Source records:
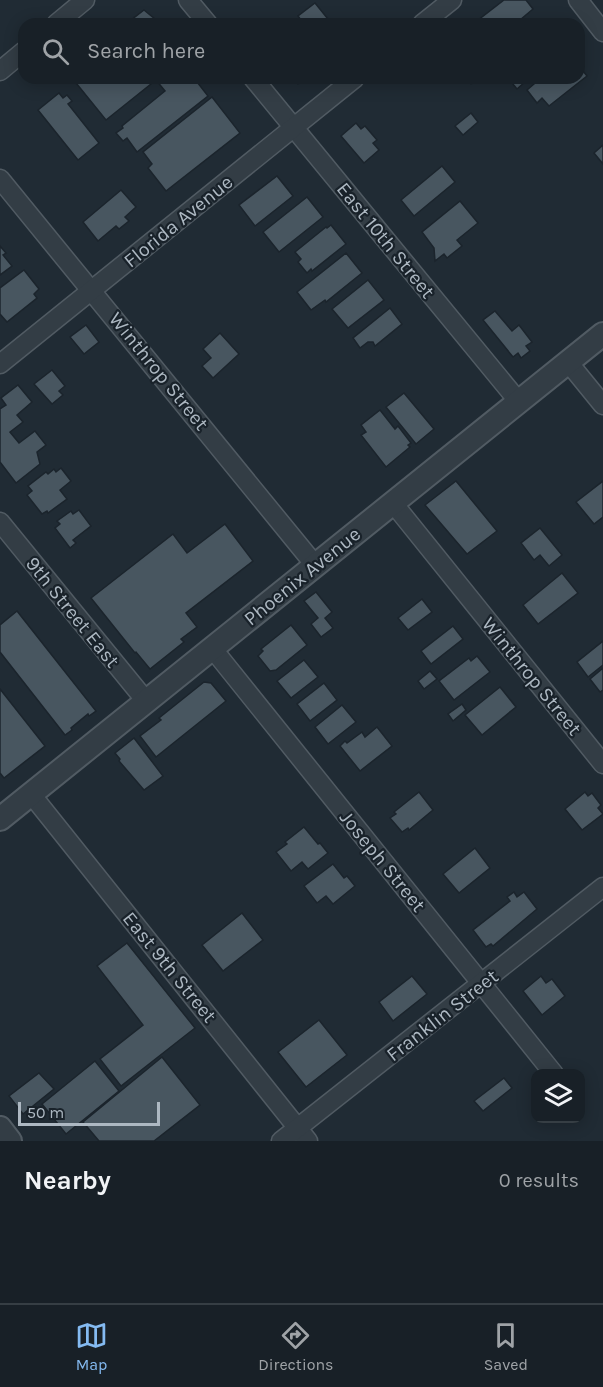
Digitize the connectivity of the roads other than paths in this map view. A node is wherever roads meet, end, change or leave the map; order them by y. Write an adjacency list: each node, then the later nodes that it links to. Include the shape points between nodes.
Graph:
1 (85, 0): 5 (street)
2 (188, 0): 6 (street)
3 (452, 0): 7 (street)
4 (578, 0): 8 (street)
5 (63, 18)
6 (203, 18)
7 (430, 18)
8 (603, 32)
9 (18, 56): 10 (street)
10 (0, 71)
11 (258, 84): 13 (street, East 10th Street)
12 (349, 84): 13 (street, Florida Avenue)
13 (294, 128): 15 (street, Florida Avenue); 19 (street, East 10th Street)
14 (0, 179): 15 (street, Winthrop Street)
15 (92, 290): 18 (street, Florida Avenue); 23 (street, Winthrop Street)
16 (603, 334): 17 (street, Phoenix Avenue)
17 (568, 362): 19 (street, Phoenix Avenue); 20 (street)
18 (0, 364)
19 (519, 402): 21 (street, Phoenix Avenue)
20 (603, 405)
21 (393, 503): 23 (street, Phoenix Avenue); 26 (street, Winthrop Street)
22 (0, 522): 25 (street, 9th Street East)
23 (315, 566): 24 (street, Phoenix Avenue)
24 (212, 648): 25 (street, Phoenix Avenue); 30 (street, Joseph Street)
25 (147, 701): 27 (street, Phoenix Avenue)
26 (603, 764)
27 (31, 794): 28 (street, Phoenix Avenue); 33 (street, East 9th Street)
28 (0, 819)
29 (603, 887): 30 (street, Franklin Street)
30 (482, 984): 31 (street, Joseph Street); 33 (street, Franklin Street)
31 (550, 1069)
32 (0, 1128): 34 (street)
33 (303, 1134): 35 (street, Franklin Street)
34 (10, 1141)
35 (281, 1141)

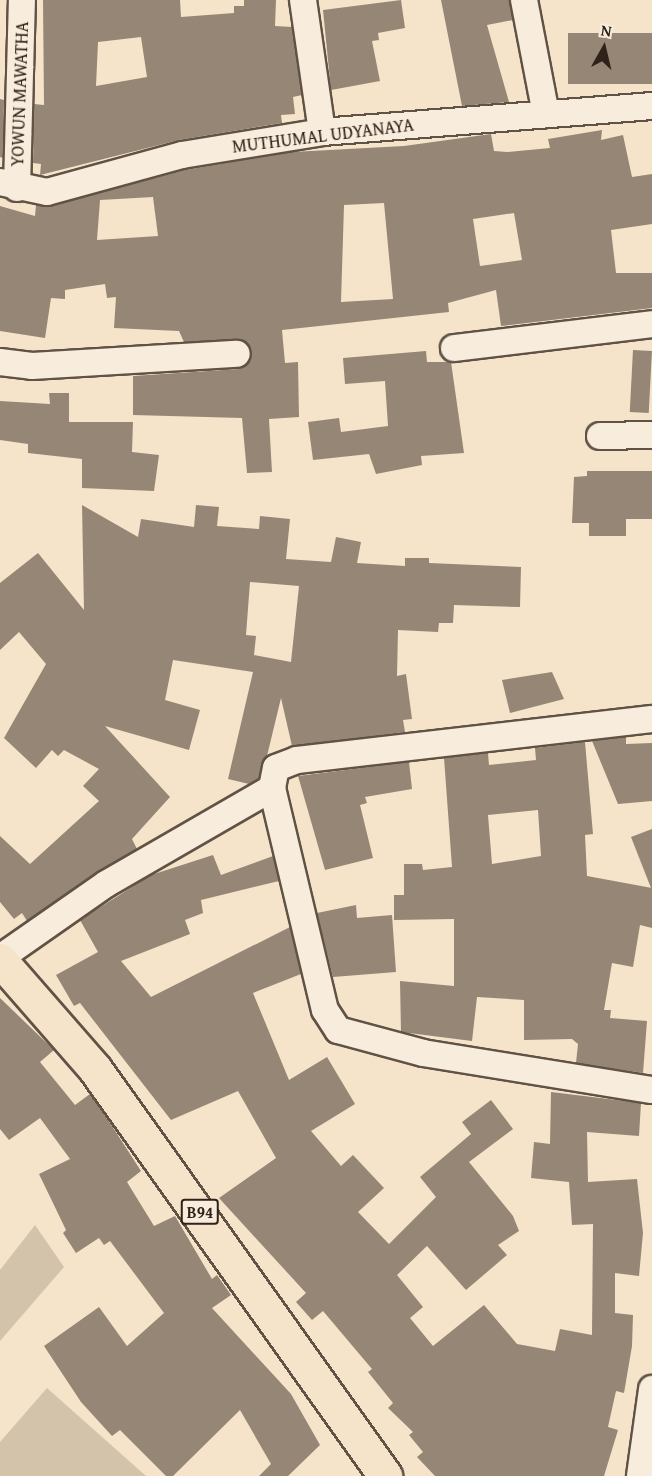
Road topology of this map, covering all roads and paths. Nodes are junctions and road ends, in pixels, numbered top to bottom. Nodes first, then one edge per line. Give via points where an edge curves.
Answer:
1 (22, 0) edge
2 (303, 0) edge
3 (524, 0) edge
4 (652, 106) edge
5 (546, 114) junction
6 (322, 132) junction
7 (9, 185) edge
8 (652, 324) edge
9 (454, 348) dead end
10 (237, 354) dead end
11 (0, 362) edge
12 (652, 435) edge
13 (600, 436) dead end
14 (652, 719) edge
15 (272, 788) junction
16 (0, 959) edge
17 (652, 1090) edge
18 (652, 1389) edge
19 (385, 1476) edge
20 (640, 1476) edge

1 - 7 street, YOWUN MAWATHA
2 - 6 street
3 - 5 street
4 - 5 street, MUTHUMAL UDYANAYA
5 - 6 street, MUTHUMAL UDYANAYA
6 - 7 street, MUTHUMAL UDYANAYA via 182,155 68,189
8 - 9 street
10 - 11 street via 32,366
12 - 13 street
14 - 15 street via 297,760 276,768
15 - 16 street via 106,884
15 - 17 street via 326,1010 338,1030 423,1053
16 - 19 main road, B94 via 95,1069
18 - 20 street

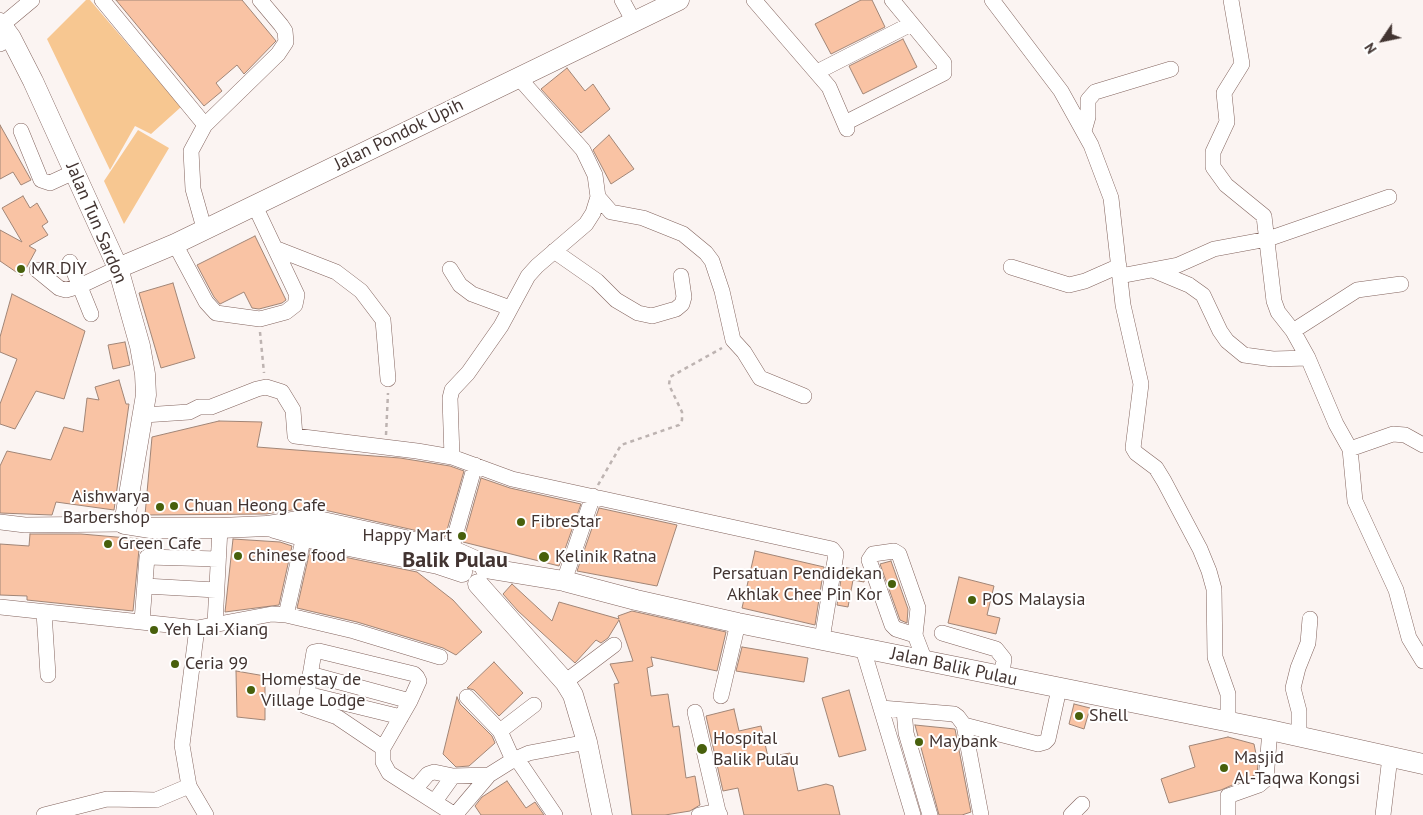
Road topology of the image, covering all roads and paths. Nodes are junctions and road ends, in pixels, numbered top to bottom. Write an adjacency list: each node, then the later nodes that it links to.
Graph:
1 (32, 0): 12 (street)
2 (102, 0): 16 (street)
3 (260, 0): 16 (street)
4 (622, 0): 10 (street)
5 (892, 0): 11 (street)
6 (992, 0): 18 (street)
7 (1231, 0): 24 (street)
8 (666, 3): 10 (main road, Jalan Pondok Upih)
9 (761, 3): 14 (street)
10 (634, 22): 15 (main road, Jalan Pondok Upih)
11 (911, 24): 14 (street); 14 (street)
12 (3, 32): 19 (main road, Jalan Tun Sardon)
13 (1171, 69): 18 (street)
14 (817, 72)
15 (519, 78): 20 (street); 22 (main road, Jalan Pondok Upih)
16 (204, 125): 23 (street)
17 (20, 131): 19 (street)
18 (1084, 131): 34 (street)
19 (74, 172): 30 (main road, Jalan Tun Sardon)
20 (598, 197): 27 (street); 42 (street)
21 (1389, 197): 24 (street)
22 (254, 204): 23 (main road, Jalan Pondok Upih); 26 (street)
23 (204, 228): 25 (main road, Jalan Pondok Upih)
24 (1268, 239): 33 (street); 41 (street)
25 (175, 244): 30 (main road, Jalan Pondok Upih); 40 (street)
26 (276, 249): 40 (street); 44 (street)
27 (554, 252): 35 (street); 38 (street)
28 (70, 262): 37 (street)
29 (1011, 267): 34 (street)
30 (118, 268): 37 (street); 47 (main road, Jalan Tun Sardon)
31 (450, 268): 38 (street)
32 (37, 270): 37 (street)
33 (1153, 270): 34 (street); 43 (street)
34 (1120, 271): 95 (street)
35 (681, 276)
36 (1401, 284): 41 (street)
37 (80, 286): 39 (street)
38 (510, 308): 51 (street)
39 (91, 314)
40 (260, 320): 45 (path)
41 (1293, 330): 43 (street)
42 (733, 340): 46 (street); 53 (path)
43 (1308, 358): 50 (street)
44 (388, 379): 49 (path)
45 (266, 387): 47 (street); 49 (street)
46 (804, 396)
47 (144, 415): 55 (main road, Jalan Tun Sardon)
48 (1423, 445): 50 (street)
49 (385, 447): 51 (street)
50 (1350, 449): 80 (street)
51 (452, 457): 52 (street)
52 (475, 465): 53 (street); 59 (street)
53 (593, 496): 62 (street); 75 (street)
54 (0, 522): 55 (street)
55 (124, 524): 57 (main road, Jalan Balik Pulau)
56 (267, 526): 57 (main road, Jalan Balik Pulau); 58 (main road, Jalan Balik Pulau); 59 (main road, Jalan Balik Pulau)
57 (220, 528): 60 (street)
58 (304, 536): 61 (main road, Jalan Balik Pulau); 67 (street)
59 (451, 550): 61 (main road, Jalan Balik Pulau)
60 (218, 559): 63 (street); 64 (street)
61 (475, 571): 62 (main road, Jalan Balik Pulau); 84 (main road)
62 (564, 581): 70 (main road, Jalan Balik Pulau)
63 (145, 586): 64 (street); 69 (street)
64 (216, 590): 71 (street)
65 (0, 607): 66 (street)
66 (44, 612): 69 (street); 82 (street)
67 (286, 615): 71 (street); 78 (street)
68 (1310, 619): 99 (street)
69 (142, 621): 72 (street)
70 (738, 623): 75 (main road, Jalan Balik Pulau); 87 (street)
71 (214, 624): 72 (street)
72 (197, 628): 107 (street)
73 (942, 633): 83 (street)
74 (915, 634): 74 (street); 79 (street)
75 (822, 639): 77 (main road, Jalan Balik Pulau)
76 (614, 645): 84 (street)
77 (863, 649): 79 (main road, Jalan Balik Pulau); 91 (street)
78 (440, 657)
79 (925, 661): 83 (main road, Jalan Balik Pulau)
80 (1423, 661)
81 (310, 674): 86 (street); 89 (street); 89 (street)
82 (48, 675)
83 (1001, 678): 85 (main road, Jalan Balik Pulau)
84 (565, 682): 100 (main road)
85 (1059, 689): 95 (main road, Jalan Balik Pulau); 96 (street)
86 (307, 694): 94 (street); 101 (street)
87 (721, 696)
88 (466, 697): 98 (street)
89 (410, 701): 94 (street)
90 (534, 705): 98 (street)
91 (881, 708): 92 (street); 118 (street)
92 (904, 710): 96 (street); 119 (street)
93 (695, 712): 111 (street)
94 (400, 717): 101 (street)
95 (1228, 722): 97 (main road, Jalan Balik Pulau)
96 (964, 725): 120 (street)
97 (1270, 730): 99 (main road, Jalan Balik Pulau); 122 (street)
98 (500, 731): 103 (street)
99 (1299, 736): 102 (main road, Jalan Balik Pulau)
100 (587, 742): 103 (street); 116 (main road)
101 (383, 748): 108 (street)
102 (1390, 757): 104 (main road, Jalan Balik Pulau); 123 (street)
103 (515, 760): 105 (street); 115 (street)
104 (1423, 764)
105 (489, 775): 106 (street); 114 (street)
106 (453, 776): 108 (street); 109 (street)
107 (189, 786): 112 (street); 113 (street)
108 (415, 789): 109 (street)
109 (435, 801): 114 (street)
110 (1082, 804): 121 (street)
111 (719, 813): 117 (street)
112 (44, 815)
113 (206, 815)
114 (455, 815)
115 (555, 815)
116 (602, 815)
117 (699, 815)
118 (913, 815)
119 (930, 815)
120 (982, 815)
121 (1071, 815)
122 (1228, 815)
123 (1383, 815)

The task: Among the records, count every line where "Franklin" appears. Reply with the total alone.

Output for this task: 3